Rising prices on food and household items, in particular, are starting to really worry consumers. The average net income margins, or profit margins, of about half of the 28 food and consumer goods manufacturers listed on the Fortune 500 have risen compared to the pre-pandemic levels, according to an analysis performed by Fortune. While those profit margins are up, it’s difficult to say whether or not that’s directly tied to higher prices.

So are these corporations really price gouging? Are they pandemic profiteers? Well, first off, it’s not a settled legal issue, given that there are currently no federal laws against it

And secondly, the stock market largely loves it, with many investors rewarding public companies for their so-called greed. But the stock market is not the economy, and just because something is technically legal doesn’t mean it’s good. What’s good for investors may be very bad for the American consumer.

What is a healthy profit, anyway?

Let’s clear the air: Making a healthy profit is not the same as price gouging or even unfairly profiting off the pandemic. Nor does simply raising prices constitute price gouging.

“There’s this issue of companies that are more profitable now for whatever reason,” Glenn Richey, the chair of the department of supply-chain management at Auburn University’s Harbert College of Business, tells Fortune. That could be a top-line issue where prices have been driven up out of necessity for the business; it also could be due to “opportunistic behaviors” by corporate executives, he says. 

In fact, the discussions around companies’ price increases often conflate the idea of profiteering and price gouging, but they’re really two different things, Richey says. Profiteering essentially occurs when a business makes, or seeks to make, an excessive or unfair profit. 

Price gouging happens on the consumer level when a seller increases the prices of goods, services, or commodities to a level much higher than is considered reasonable or fair. Many times this happens after a natural disaster, like a hurricane, when local stores and suppliers jack up the price of necessities.

It’s difficult to pinpoint a lot of price gouging at the corporate level, however, because there are a vast number of factors at play and the manufacturers themselves generally don’t directly set the retail prices. Instead, there’s a suggested retail price that retailers can take or leave. “Just looking at the flat numbers doesn’t necessarily tell the whole story,” says Erin Lash, a director of consumer sector equity research for Morningstar.

“Most of the time, historically, when firms have raised prices, they’ve been very explicit about the fact that this is not to cover the entirety of the costs they’re incurring—it’s to offset a portion of it,” Lash tells Fortune. Take the case of McCormick & Company, the spice and condiment supplier, which raised their prices in 2021.
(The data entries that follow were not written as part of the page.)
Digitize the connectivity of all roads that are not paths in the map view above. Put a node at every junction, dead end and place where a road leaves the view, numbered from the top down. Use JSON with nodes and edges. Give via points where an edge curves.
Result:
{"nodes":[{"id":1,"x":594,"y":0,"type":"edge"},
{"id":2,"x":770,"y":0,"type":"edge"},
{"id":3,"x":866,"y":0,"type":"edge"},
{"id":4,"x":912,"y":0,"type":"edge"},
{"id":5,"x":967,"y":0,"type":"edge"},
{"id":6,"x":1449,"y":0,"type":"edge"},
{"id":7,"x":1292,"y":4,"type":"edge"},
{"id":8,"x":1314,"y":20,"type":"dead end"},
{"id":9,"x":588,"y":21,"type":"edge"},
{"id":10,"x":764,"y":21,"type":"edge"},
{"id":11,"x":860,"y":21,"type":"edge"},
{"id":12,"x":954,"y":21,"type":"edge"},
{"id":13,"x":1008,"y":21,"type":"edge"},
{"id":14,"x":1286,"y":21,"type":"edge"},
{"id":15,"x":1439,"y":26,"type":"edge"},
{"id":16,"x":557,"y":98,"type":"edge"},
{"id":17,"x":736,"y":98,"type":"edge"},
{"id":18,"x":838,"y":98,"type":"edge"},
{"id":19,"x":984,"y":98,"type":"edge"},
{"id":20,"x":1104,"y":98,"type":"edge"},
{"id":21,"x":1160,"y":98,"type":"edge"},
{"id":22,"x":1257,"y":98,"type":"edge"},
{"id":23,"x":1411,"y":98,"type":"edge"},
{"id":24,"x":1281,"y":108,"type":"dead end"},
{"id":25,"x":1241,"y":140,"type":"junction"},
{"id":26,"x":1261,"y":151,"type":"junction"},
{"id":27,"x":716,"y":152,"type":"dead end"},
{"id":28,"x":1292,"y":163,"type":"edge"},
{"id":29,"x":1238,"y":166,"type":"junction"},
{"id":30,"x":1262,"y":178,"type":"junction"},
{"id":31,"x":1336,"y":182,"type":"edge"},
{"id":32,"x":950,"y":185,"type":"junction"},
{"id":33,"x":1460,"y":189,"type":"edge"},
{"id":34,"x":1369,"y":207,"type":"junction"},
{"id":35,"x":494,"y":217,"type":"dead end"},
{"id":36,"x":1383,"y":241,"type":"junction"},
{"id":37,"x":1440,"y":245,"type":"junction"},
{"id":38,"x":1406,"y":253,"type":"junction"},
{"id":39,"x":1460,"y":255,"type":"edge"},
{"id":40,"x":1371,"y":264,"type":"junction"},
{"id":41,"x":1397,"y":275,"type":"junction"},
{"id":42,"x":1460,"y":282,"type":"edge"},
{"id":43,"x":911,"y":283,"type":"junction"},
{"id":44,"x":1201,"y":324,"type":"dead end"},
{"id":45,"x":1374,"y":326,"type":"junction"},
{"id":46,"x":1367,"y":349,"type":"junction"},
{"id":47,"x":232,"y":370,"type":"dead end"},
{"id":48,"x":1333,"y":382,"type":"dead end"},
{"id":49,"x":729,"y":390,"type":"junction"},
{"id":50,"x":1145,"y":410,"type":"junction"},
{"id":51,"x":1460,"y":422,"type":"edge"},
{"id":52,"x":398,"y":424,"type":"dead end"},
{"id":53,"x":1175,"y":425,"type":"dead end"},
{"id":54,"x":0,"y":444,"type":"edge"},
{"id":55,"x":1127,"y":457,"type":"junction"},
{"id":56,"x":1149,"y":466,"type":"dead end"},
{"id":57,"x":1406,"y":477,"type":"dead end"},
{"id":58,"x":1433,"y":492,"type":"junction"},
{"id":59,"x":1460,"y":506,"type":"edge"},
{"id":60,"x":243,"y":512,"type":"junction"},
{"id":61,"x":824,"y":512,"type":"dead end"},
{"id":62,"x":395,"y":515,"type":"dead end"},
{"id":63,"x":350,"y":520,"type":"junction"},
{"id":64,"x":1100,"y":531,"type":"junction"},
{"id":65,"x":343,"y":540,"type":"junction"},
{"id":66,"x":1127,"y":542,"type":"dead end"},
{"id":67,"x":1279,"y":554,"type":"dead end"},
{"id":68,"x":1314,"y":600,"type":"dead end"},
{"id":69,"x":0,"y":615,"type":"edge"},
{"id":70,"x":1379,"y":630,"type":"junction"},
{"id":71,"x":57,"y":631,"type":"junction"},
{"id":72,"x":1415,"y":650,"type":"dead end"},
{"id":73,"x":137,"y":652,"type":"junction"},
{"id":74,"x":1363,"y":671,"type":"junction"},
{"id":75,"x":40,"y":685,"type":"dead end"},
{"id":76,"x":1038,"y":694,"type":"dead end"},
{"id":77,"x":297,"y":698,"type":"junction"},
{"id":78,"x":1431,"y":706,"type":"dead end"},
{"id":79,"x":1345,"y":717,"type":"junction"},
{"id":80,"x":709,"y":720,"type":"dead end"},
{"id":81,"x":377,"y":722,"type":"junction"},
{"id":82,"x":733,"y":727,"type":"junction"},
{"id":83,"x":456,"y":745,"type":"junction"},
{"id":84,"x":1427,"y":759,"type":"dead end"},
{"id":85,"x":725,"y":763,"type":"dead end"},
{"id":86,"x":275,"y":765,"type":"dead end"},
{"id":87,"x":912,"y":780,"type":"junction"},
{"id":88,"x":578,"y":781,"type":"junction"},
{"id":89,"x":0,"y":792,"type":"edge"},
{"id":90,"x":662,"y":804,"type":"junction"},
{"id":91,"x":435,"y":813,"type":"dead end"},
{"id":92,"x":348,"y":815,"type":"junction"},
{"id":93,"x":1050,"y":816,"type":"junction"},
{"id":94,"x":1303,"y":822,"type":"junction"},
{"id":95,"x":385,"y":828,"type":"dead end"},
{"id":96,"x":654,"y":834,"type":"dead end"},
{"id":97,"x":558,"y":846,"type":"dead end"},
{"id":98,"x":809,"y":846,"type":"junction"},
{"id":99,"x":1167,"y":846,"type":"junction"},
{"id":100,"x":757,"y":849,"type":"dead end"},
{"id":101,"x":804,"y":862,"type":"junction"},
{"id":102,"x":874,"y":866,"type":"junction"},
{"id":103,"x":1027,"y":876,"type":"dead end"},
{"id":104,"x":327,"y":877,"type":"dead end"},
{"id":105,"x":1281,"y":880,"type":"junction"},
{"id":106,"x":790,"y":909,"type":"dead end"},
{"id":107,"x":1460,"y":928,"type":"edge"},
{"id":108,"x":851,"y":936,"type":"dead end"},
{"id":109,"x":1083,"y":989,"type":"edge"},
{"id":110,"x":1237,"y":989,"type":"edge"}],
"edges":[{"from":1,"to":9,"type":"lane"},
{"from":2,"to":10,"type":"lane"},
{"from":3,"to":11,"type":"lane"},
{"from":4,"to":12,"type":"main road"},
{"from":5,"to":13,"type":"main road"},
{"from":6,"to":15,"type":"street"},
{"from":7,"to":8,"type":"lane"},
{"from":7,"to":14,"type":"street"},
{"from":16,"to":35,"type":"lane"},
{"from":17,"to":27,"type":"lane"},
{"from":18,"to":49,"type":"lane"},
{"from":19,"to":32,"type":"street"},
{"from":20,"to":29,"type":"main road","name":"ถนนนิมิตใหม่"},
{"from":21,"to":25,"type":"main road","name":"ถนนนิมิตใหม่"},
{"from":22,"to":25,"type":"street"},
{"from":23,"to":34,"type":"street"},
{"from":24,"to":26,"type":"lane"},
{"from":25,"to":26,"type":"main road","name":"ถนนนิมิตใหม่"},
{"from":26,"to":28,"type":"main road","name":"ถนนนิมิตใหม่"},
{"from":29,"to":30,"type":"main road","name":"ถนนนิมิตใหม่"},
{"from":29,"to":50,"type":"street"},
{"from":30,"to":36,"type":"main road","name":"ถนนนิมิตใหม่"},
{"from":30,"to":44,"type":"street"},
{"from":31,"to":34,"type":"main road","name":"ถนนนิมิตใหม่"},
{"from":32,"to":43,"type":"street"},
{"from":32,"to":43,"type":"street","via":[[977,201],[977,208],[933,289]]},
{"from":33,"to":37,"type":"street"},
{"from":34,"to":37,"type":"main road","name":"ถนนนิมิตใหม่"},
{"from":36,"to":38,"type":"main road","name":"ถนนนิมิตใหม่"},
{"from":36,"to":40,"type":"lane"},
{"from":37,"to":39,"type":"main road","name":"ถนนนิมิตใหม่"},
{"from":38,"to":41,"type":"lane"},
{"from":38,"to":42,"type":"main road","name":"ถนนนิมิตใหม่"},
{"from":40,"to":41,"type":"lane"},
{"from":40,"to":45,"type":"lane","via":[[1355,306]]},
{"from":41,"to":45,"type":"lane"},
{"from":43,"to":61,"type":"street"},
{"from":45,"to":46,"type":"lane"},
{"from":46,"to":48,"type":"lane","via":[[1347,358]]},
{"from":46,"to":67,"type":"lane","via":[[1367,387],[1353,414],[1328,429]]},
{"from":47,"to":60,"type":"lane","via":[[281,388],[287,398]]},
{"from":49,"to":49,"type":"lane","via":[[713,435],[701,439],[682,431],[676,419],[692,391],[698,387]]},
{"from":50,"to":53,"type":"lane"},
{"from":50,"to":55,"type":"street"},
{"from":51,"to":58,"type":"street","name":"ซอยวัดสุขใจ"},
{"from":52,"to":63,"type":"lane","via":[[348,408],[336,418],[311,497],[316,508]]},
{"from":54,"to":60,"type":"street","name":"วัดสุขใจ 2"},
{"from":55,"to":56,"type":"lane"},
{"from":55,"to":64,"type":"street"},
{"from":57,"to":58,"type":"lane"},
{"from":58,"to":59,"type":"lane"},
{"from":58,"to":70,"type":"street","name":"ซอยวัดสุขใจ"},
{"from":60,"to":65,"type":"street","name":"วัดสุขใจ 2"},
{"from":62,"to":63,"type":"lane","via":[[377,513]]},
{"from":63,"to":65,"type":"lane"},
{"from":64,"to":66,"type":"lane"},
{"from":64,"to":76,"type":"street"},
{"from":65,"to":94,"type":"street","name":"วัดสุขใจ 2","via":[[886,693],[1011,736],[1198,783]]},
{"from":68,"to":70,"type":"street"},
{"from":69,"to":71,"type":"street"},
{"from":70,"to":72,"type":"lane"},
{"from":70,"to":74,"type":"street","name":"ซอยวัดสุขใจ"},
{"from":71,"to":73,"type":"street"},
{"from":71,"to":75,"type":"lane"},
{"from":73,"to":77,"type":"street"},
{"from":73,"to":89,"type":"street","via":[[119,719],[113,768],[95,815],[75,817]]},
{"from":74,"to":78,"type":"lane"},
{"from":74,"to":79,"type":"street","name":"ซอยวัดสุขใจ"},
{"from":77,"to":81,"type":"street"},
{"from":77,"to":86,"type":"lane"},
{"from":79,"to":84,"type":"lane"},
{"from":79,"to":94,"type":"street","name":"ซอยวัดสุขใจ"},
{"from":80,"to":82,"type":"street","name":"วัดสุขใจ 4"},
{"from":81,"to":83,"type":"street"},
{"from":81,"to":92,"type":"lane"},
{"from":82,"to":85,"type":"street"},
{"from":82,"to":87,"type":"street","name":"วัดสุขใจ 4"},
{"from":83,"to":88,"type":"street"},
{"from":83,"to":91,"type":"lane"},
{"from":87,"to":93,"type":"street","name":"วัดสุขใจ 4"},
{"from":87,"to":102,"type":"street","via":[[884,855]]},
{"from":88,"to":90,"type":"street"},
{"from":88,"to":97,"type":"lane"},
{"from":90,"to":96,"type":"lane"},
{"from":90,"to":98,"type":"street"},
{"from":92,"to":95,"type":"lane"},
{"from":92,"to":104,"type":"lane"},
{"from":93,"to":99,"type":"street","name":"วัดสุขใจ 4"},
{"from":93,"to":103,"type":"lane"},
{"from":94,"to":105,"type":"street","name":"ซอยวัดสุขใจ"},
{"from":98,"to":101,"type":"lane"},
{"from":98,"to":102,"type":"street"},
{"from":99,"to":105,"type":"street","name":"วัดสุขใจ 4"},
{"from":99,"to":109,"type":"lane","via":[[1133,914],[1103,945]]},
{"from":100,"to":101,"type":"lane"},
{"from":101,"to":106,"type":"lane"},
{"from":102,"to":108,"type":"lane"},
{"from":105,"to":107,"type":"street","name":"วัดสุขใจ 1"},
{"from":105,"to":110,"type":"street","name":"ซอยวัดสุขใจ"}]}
“To partially offset rising costs, we raised prices where appropriate last year,” McCormick CEO Lawrence Kurzius said on a January earnings call. “As costs have continued to accelerate, we are raising prices again where appropriate in 2022.”

And not every company has a fatter profit margin after raising prices. Fortune 500 company Kimberly Clark’s CEO Mike Hsu noted during the company’s latest earnings call that the personal goods manufacturer had already implemented “multiple rounds” of “significant pricing actions.”  

The prices of its products like Kleenex tissues and Huggies Little Snugglers diapers rose 16.4% and 9.4% respectively over the past year, according to a Datasembly analysis for Fortune. But that didn’t help Kimberly Clark’s profit margin, which is at 9.4%, still below pre-pandemic levels, according to Fortune’s analysis. 

Price increases

There’s no doubt that U.S. and even international companies have raised prices across the board. Not only are benchmarks like the consumer price index on the rise, the companies themselves are crowing about it. 

Companies contend that they have been forced to raise those prices because their own costs have increased so significantly. Mondelez, a Fortune 500–listed snack food and beverage company, announced price increases of 6% to 7% took effect in January. “We have implemented material price increases, ensuring we are significantly hedged across key commodities and we are continuing to drive productivity measures,” Mondelez CEO Dirk Van de Put said during the company’s January earnings call. Van de Put did not rule out additional hikes later in the year. 

P&G, meanwhile, said its price increases are meant to offset constrained supply-chain disruptions and even headwinds faced by foreign exchange rates. “We will offset a portion of these cost pressures with price increases and with productivity savings,” Andre Schulten, chief financial officer of P&G, which makes products ranging from razors to diapers to laundry detergent, said on a January earnings call. Schulten noted P&G announced increases across every U.S. product category. The company’s hikes are the largest implemented since the spring of 2019.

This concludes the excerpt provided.